Bug 119668

Summary: [cam] [patch] certain errors are too verbose comparing to their importance
Product: Base System Reporter: Andriy Gapon <avg>
Component: kernAssignee: Andriy Gapon <avg>
Status: Closed FIXED    
Severity: Affects Only Me    
Priority: Normal    
Version: 6.2-RELEASE   
Hardware: Any   
OS: Any   
Attachments:
Description Flags
verboseness.diff none

Description Andriy Gapon 2008-01-14 17:20:02 UTC
Rationale for this request is that kernel messages easily get spammed
with the error reports which do not really mean error conditions. Some
amount of such noise comes from the kernel-land actions, lots more can
come from user-land programs unwittingly trying to do certain things on
the devices with no media or wrong media (example: hald).

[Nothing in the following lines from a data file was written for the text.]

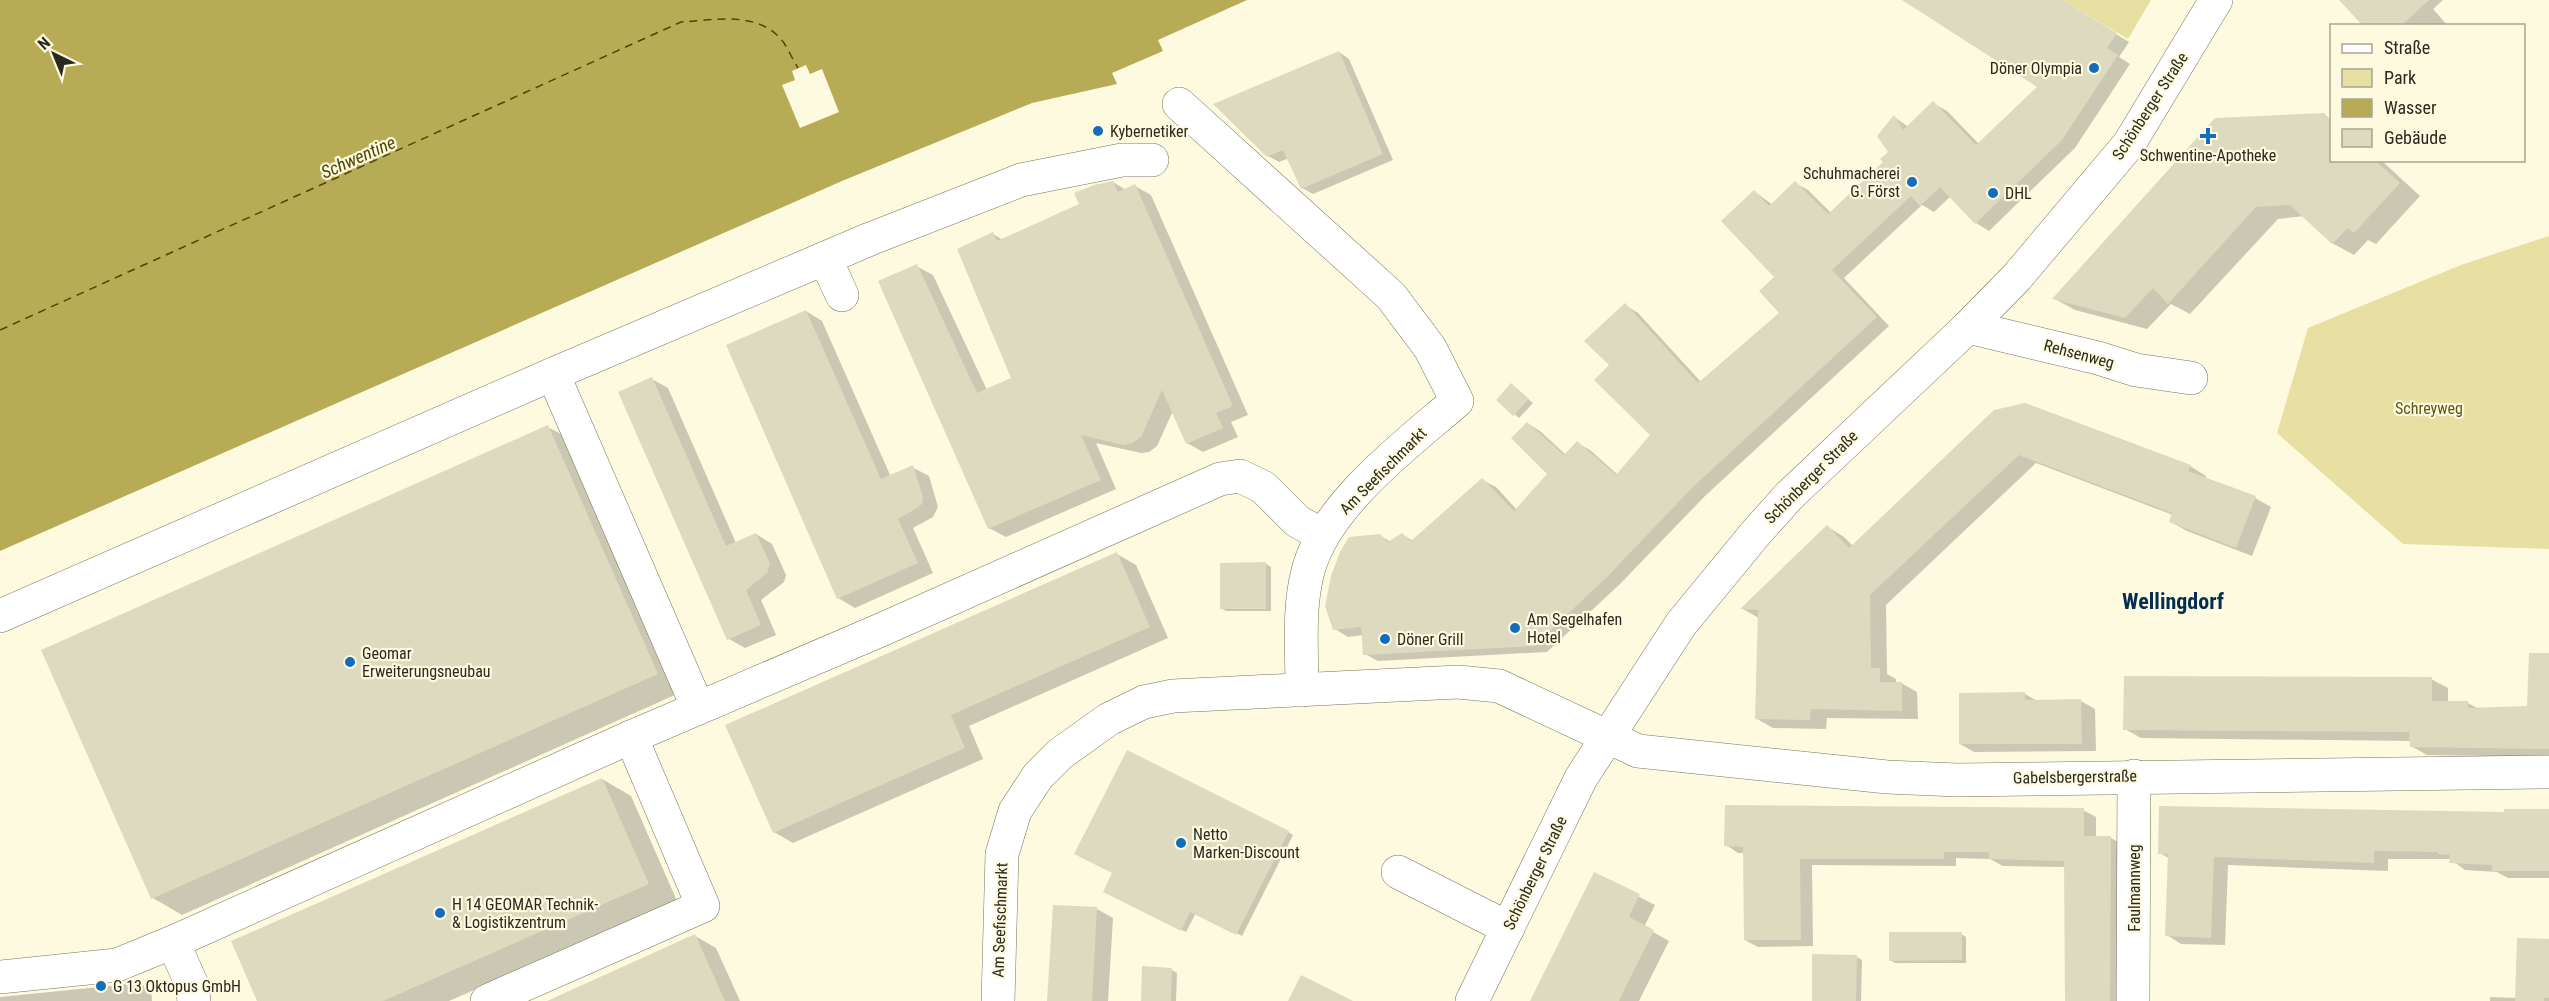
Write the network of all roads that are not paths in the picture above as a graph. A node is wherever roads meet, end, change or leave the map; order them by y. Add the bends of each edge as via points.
1 (2216, 0) edge
2 (1179, 104) dead end
3 (1152, 160) dead end
4 (825, 258) junction
5 (842, 295) dead end
6 (1968, 327) junction
7 (553, 374) junction
8 (2191, 378) dead end
9 (1322, 535) junction
10 (0, 616) edge
11 (1302, 690) junction
12 (698, 708) junction
13 (632, 737) junction
14 (1605, 738) junction
15 (2549, 772) edge
16 (2134, 776) junction
17 (1398, 872) dead end
18 (1508, 928) junction
19 (173, 942) junction
20 (0, 976) edge
21 (194, 1001) edge
22 (487, 1001) edge
23 (998, 1001) edge
24 (1472, 1001) edge
25 (2133, 1001) edge

1 - 6 street, Schönberger Straße via 2129,144 2017,277
2 - 9 street, Am Seefischmarkt via 1391,296 1430,348 1457,401 1349,500
3 - 4 street via 1122,160 1021,180
4 - 5 street
4 - 7 street
6 - 8 street, Rehsenweg via 2098,357 2136,370
6 - 14 street, Schönberger Straße via 1789,496 1755,534 1681,624
7 - 10 street
7 - 12 street
9 - 11 street, Am Seefischmarkt via 1308,571 1302,613
9 - 12 street via 1297,521 1263,488 1239,476 1220,479
11 - 14 street, Am Seefischmarkt via 1458,682 1499,686
11 - 23 street, Am Seefischmarkt via 1173,696 1144,702 1099,726 1060,754 1038,776 1015,810 1002,854
12 - 13 street
13 - 19 street
13 - 22 street via 703,906
14 - 16 street, Gabelsbergerstraße via 1638,751 1887,777 1957,780
14 - 18 street, Schönberger Straße via 1581,778
15 - 16 street, Gabelsbergerstraße
16 - 25 street, Faulmannweg
17 - 18 street
18 - 24 street, Schönberger Straße
19 - 20 street via 117,965
19 - 21 street via 192,985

Examples of such conditions: empty slots in card reader, changed media,
attempts to read audio CD as data CD. Typical CAM messages:
ILLEGAL REQUEST Illegal mode for this track
ILLEGAL REQUEST Medium removal prevented
NOT READY       Medium not present
UNIT ATTENTION  Not ready to ready change, medium may have changed

All of the above don't really mean any problem with a device or media,
in this sense the conditions can be called normal operation situations.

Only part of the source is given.